It may sound an extraordinary statement, but it is nevertheless true, that for some seven, eight or ten years now a real student of human life can observe quite a different expression on the faces of new-born babies. Many people, it is true, do not notice this, for the most important things of life pass unheeded to-day. But one who has acquired an eye for such things knows that very many children born during the last seven to ten years wear a melancholy expression. It is as if they ‘held back’ from the world. One might say that even from the first days of life, from the first week onwards, something different can be seen in the physiognomy of these children. And if we investigate this remarkable fact that seems so strange to the man of to-day, we find that the souls entering the world through birth bear within them from before conception and birth that which gives their faces this melancholy expression. Hidden though it often be behind all their smiles, it is nevertheless there in the faces of these children, almost from birth. It was not there formerly. In these souls there lives — though it is quite unconscious, of course — a “reluctance” to enter life. Souls entering through birth to-day feel a kind of hindrance, a difficulty, in entering the physical world.

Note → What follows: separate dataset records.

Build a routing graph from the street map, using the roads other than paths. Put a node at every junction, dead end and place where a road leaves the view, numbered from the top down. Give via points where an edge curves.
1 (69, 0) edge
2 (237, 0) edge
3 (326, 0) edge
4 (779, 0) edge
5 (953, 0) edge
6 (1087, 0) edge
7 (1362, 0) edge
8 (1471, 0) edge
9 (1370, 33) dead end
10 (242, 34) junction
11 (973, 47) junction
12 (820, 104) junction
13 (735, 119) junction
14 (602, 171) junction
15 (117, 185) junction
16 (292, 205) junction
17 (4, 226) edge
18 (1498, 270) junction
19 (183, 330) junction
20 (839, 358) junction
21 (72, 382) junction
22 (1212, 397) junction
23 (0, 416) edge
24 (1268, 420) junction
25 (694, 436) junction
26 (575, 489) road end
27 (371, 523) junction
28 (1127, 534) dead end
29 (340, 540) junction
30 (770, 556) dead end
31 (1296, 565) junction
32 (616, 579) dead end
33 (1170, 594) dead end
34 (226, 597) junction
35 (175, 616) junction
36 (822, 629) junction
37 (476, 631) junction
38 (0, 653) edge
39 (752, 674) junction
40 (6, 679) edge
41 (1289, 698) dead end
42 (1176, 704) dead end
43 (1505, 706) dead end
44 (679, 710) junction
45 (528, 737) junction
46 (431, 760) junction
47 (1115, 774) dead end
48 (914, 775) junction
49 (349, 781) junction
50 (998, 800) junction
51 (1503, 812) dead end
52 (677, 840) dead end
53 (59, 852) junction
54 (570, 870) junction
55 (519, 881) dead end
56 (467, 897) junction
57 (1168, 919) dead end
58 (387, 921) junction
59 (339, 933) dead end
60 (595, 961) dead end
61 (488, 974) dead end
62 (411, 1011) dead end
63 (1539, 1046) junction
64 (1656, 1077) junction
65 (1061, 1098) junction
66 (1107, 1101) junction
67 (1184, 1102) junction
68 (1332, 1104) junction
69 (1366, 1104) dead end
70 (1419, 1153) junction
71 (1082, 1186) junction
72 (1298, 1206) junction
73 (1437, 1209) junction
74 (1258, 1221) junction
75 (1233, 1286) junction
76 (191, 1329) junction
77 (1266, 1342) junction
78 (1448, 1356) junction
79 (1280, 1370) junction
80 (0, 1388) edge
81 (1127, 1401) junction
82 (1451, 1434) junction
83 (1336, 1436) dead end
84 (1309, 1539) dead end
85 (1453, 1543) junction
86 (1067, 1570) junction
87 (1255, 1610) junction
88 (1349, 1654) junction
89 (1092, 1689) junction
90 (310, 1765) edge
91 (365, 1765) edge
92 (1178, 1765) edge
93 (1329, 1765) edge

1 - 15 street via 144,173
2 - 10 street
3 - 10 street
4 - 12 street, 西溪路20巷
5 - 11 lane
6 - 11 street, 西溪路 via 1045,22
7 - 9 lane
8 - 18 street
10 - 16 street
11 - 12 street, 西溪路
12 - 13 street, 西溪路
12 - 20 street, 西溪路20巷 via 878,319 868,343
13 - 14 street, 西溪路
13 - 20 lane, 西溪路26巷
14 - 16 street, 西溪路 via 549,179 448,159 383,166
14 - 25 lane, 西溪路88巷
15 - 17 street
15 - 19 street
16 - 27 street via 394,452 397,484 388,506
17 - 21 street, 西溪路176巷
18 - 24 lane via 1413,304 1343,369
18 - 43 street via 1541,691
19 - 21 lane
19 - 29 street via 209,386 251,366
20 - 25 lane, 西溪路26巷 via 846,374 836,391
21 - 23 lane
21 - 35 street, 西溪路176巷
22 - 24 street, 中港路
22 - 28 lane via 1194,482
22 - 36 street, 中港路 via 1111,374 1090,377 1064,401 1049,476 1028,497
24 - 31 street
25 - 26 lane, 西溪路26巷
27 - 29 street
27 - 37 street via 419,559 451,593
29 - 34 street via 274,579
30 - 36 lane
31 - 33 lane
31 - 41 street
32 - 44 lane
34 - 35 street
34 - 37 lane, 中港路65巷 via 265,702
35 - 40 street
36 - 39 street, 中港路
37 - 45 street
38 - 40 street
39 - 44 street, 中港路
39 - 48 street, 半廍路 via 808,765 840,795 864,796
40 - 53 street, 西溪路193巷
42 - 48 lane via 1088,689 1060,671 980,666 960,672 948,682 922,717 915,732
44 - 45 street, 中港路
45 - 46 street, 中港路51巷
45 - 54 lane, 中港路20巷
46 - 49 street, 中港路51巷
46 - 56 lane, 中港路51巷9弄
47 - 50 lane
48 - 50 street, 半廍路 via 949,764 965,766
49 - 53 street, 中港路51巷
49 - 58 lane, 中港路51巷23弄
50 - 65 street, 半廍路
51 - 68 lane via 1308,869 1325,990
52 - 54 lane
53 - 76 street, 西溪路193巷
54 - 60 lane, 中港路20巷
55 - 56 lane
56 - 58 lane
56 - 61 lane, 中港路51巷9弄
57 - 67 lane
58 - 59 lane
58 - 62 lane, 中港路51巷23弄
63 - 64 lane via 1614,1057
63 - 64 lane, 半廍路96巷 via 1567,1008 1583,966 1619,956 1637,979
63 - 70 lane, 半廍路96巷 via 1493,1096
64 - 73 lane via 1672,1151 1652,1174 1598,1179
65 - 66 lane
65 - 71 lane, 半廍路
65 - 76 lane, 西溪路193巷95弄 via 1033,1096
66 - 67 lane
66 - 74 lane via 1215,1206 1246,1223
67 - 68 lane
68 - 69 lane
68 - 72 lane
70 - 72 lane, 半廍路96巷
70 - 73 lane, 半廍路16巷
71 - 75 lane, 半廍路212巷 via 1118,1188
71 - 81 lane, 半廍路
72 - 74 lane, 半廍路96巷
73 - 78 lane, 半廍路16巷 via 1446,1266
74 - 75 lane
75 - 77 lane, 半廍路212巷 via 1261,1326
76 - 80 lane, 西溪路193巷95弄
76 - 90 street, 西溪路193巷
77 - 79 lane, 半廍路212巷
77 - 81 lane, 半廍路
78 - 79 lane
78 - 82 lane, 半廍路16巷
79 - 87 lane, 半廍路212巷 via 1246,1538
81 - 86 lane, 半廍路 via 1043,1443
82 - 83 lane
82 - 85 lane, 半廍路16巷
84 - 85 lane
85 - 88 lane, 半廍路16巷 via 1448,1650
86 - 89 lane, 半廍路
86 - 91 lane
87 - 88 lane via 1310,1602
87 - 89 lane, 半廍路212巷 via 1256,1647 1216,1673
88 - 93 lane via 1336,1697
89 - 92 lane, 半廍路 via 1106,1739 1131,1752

Now it is a fact that man undergoes an important experience in the spiritual world before entering the physical world through conception and birth, and the effects of this experience are active in his coming life. Here on the earth men die; they pass through the gate of death, laying aside their physical bodies and taking their souls into the spiritual world. These souls still bear within them the effects of all they have experienced in the physical world. After passing through the gates of death human souls appear, on the whole, as the after-effects of what they have immediately experienced in earthly life. Now such souls meet those who are about to descend into a physical body. (This is actually the case. I can only tell you of it, for these things can only be brought from the spiritual world through actual experience of them.) This meeting between those souls who have just passed through the gate of death and those who are just about to enter the physical world through the gate of birth is an important event. Its effect is decisive in many respects. In a certain sense, its function is to give the descending souls some idea of what they will encounter here. It is from this meeting that the “impulse” is derived that stamps the peculiar expression of melancholy on the faces of children entering the world to-day. They do not want to enter the world of which they have learnt through this meeting. For they know how, in a sense, their “spiritual plumage” will be ruffled by what mankind, immersed in materialistic thoughts and feelings, views and deeds, is experiencing on the earth to-day.
This fact (which, naturally, can only be established spiritually) and other things beside throw a strong light on our whole age. The present times can only be understood on such a basis, and we ought to strive for such an understanding.